The chemical composition, in mass%, is
C: 0.060-0.300%,
Si: 0.30-1.50%,
Mn: 1.00-2.70%,
P: 0.100% or less,
S: 0.0300% or less,
sol. Al: 0.001 to 0.500%,
O: 0.0100% or less,
N: 0.0070% or less,
Ti: 0.070 to 0.170%,
Nb: 0.001-1.000%,
B: 0 to 0.0030%,
Cr: 0-0.70%,
Mo: 0 to 0.12%,
Cu: 0 to 0.40%,
Ni: 0 to 0.30%,
V: 0-0.300%,
Sn: 0 to 0.040%,
As: 0 to 0.100%,
Zr: 0 to 0.050%,
Ca: 0-0.0010%,
Mg: 0 to 0.0010%,
Bi: 0 to 0.010%,
Co: 0 to 0.010%,
W: 0-0.100%,
Zn: 0 to 0.010%,
REM: 0 to 0.0100%, and the balance: Fe and impurities;
The metal structure is, in area percent,
Ferrite: 10-40%,
Martensite: 60-90%,
Bainite: 0 to 10%, and at least one of pearlite and retained austenite: 0 to 5% in total;
A steel plate characterized in that, when a 150 μm x 150 μm region at 1/4 of the plate thickness position on a cross section perpendicular to the plate surface is equally divided into nine, the number density of ferrite is calculated in each divided region, and the average value of these is taken as Nαm, the difference in number density of ferrite in each divided region adjacent to each other in the plate thickness direction is all Nαm x 0.60 or less. The chemical composition, in mass%,
B: 0.0001 to 0.0030%,
Cr: 0.001-0.70%,
Mo: 0.001-0.12%,
Cu: 0.001-0.40%,
Ni: 0.001 to 0.30%,
V: 0.001-0.300%,
Sn: 0.001 to 0.040%,
As: 0.001 to 0.100%,
Zr: 0.001 to 0.050%,
Ca: 0.0001 to 0.0010%,
Mg: 0.0001 to 0.0010%,
Bi: 0.001 to 0.010%,
Co: 0.001 to 0.010%,
W: 0.001-0.100%,
Zn: 0.001 to 0.010%, and REM: 0.0001 to 0.0100%
The steel sheet according to claim 1, characterized in that it contains at least one of the following: The steel sheet according to claim 1 or 2, characterized in that Nαm is 0.050 pieces/μm ² or more.
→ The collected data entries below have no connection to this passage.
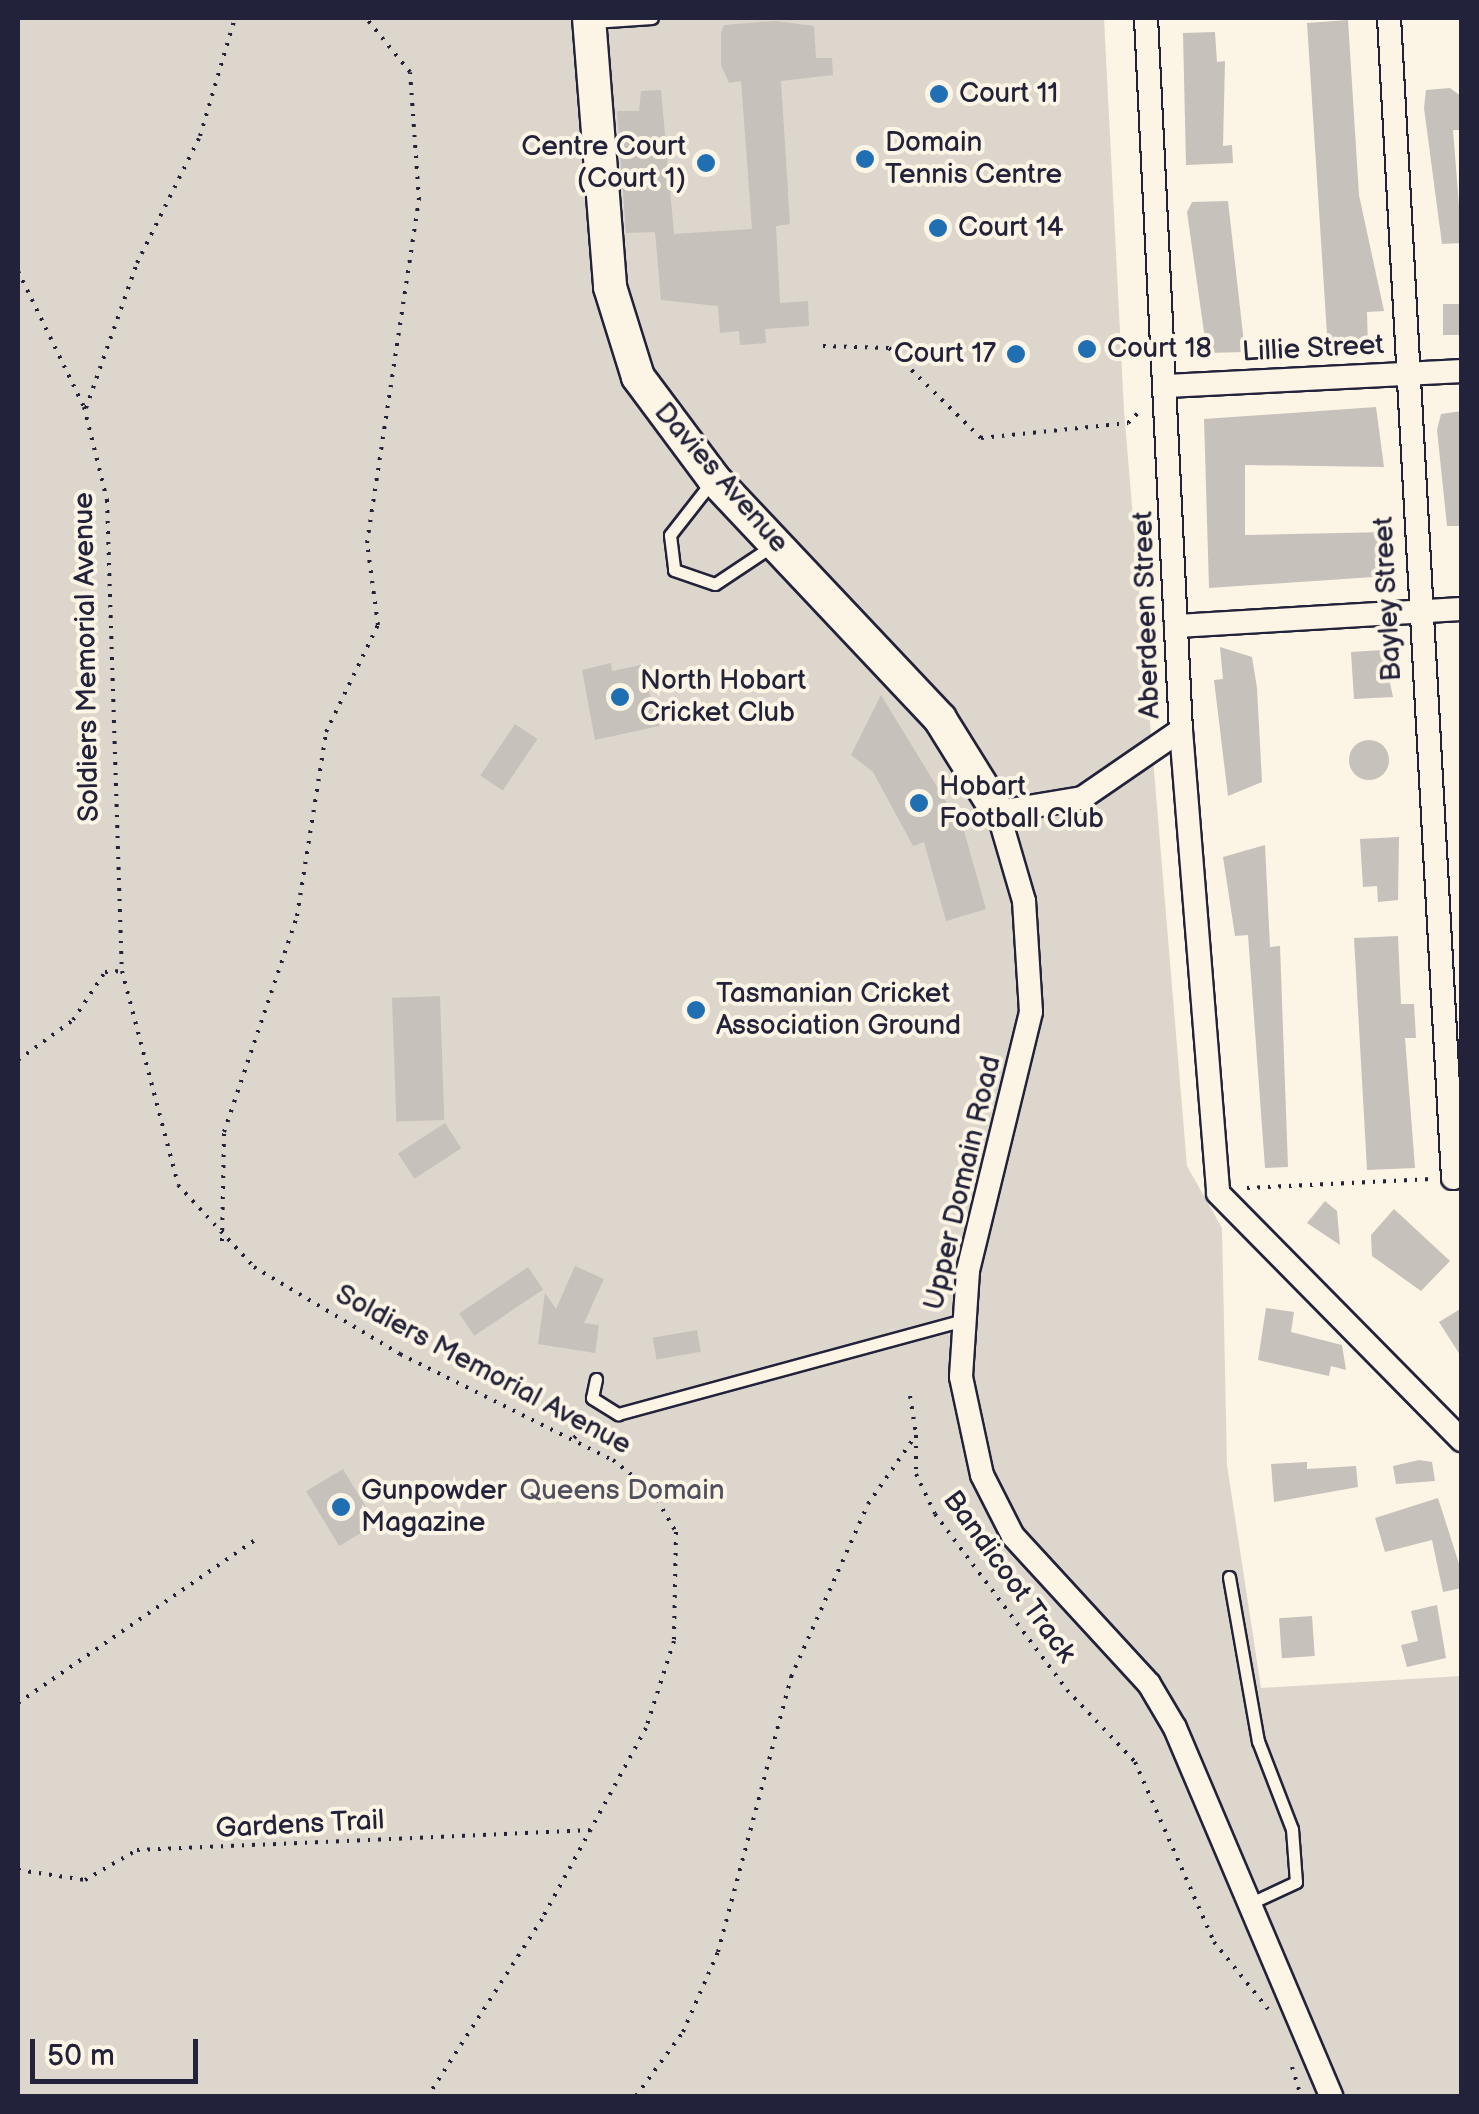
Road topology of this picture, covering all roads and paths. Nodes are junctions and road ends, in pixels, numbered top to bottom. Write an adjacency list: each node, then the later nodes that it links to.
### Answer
1 (235, 18): 13 (path)
2 (366, 18): 25 (path)
3 (652, 18): 6 (lane)
4 (1146, 18): 11 (street, Aberdeen Street)
5 (1389, 18): 10 (street, Bayley Street)
6 (589, 20): 14 (street, Davies Avenue)
7 (18, 271): 13 (path, Soldiers Memorial Avenue)
8 (824, 346): 12 (path)
9 (1462, 371): 10 (street, Lillie Street)
10 (1409, 375): 11 (street, Lillie Street); 17 (street, Bayley Street)
11 (1168, 386): 18 (street, Aberdeen Street)
12 (1152, 408)
13 (86, 410): 21 (path, Soldiers Memorial Avenue)
14 (714, 479): 15 (street, Davies Avenue); 15 (lane)
15 (776, 543): 20 (street, Davies Avenue)
16 (1462, 610): 17 (street)
17 (1418, 612): 18 (street); 24 (street, Bayley Street)
18 (1176, 626): 19 (street, Aberdeen Street)
19 (1181, 730): 20 (street); 23 (street, Aberdeen Street)
20 (998, 812): 26 (street, Upper Domain Road)
21 (122, 971): 22 (path); 25 (path, Soldiers Memorial Avenue)
22 (18, 1060)
23 (1216, 1178): 24 (path); 32 (street, Aberdeen Street)
24 (1453, 1178)
25 (222, 1241): 31 (path, Soldiers Memorial Avenue)
26 (961, 1321): 29 (lane); 38 (street, Upper Domain Road)
27 (596, 1379): 29 (lane)
28 (910, 1396): 30 (path, Bandicoot Track)
29 (602, 1409): 31 (path)
30 (916, 1436): 39 (path, Bandicoot Track); 42 (path)
31 (574, 1439): 36 (path, Soldiers Memorial Avenue)
32 (1462, 1440)
33 (257, 1539): 35 (path)
34 (1229, 1577): 38 (lane)
35 (18, 1702)
36 (594, 1830): 37 (path, Gardens Trail); 41 (path, Soldiers Memorial Avenue)
37 (18, 1870)
38 (1251, 1903): 44 (street, Upper Domain Road)
39 (1279, 2021)
40 (1288, 2054): 43 (path)
41 (428, 2096)
42 (636, 2096)
43 (1301, 2096)
44 (1331, 2096)

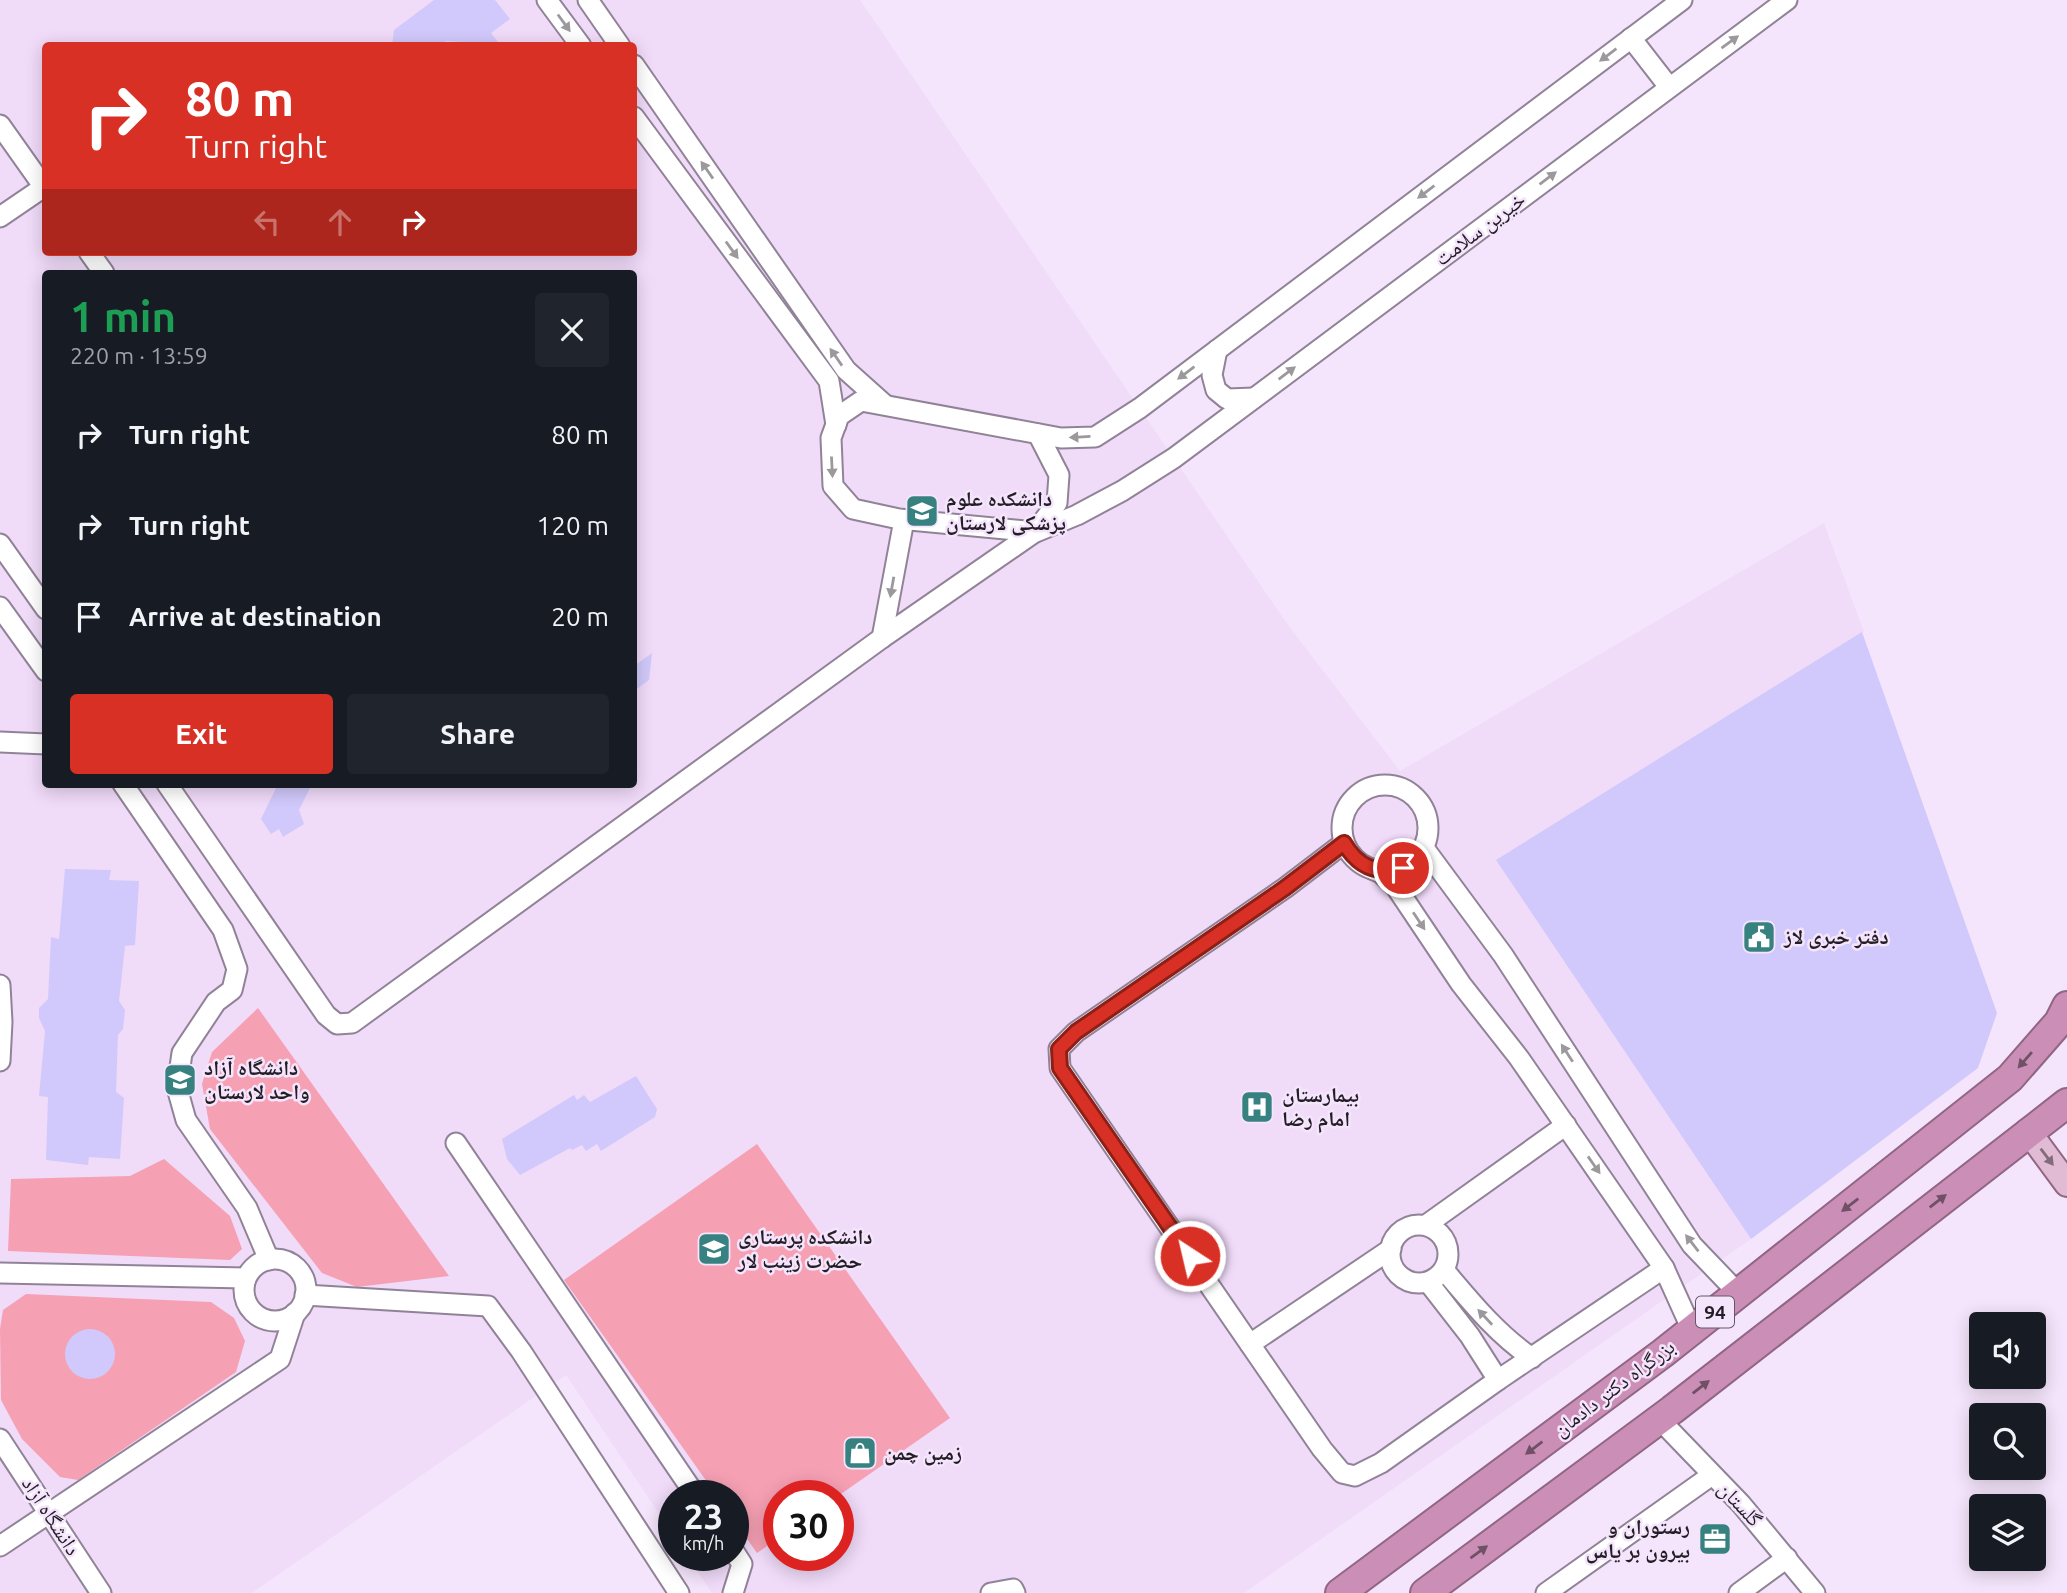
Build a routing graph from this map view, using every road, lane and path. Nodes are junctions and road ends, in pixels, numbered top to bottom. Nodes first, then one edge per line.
1 (547, 0) edge
2 (588, 0) edge
3 (1682, 0) edge
4 (1787, 0) edge
5 (1631, 38) junction
6 (578, 42) edge
7 (617, 42) edge
8 (637, 69) edge
9 (1669, 87) junction
10 (637, 121) edge
11 (0, 125) edge
12 (42, 185) edge
13 (42, 191) edge
14 (0, 217) edge
15 (1217, 350) junction
16 (1254, 398) junction
17 (885, 405) junction
18 (836, 425) junction
19 (1038, 434) junction
20 (904, 520) junction
21 (1035, 532) junction
22 (0, 544) edge
23 (42, 600) edge
24 (0, 607) edge
25 (882, 638) junction
26 (42, 665) edge
27 (0, 742) edge
28 (42, 744) edge
29 (126, 788) edge
30 (170, 788) edge
31 (1344, 843) junction
32 (1424, 848) junction
33 (1374, 870) junction
34 (0, 985) edge
35 (2067, 1006) edge
36 (0, 1061) edge
37 (2067, 1103) edge
38 (1566, 1125) junction
39 (2028, 1131) junction
40 (456, 1143) dead end
41 (2067, 1184) edge
42 (1426, 1225) junction
43 (1391, 1249) junction
44 (269, 1260) junction
45 (1664, 1268) junction
46 (0, 1273) edge
47 (1436, 1276) junction
48 (246, 1278) junction
49 (1738, 1293) junction
50 (305, 1295) junction
51 (295, 1313) junction
52 (1692, 1330) junction
53 (1250, 1344) junction
54 (1532, 1358) junction
55 (1498, 1380) junction
56 (1660, 1420) junction
57 (0, 1439) edge
58 (1712, 1475) junction
59 (685, 1480) edge
60 (50, 1513) junction
61 (0, 1546) edge
62 (1787, 1558) junction
63 (740, 1571) edge
64 (101, 1593) edge
65 (679, 1593) edge
66 (733, 1593) edge
67 (991, 1593) edge
68 (1016, 1593) edge
69 (1340, 1593) edge
70 (1424, 1593) edge
71 (1546, 1593) edge
72 (1739, 1593) edge
73 (1815, 1593) edge

1 -> 6 street
2 - 7 street
3 - 5 street
9 -> 4 street, خیرین سلامت
5 - 9 street
5 -> 15 street
17 -> 8 street
16 -> 9 street, خیرین سلامت
10 -> 18 street
11 - 12 street
13 - 14 street
15 - 16 street
15 -> 19 street
16 - 21 street, خیرین سلامت
17 - 18 street
17 - 19 street
18 -> 20 street
19 - 21 street
20 - 21 street
20 -> 25 street
21 - 25 street
22 - 23 street
24 - 26 street
25 - 30 street
27 - 28 street
29 - 44 street
31 - 32 street
31 - 33 street
31 - 53 street
32 - 33 street
49 -> 32 street
33 -> 38 street
34 - 36 street
35 -> 49 highway, بزرگراه دکتر دادمان / 94
37 - 39 highway, 94
38 - 42 street
38 -> 45 street
39 -> 41 main road
56 -> 39 highway, 94
40 - 59 street
42 - 43 street
42 - 47 street
43 - 47 street
43 - 53 street
44 - 48 street
44 - 50 street
45 - 52 street
45 - 54 street
46 - 48 street
54 -> 47 street
47 - 55 street
48 - 51 street
49 - 52 highway, بزرگراه دکتر دادمان / 94
50 - 51 street
50 - 65 street
51 - 60 street
52 -> 69 highway, بزرگراه دکتر دادمان / 94
53 - 55 street
54 - 55 street
56 - 58 street, گلستان
70 -> 56 highway, 94
57 - 60 street, دانشگاه آزاد
58 - 62 street, گلستان
58 - 71 street
60 - 61 street
60 - 64 street, دانشگاه آزاد
62 - 72 street
62 - 73 street, گلستان
63 - 66 street
67 - 68 street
The steel plate according to any one of claims 1 to 3, characterized in that it has a tensile strength of 1180 MPa or more. The steel plate according to any one of claims 1 to 4, characterized in that it has a plate thickness of 1.0 to 8.0 mm. A part comprising the steel plate according to any one of claims 1 to 5. A heating step comprising heating a slab having the chemical composition according to claim 1 or 2 and holding it at a temperature of 1180 to 1350°C for 6000 seconds or more;
A hot rolling process including finish rolling the slab using a tandem rolling mill having four or more rolling stands, the hot rolling process satisfying the following conditions (a) to (c):
(a) the rolling temperature in each of the rolling passes in the two stages immediately preceding the latter two stages is 960 to 1080°C, and the rolling reduction in each of the rolling passes is 30 to 50%;
(b) cooling the rolled material to a cooling stop temperature of 800 to 910°C within 0.20 seconds after the rolling passes of the two rolling passes immediately preceding the latter two rolling passes; and (c) a rolling reduction rate in each rolling pass of the latter two rolling passes is 10 to 40%. A method for producing a steel plate, comprising a cooling step including: water-cooling the finish-rolled steel plate, cooling it to a temperature range of 600 to 750°C within 4.0 seconds from the start of water cooling, then air-cooling it in said temperature range for 2.0 to 8.0 seconds, and water-cooling the steel plate to 50°C or less within 13 seconds after air-cooling.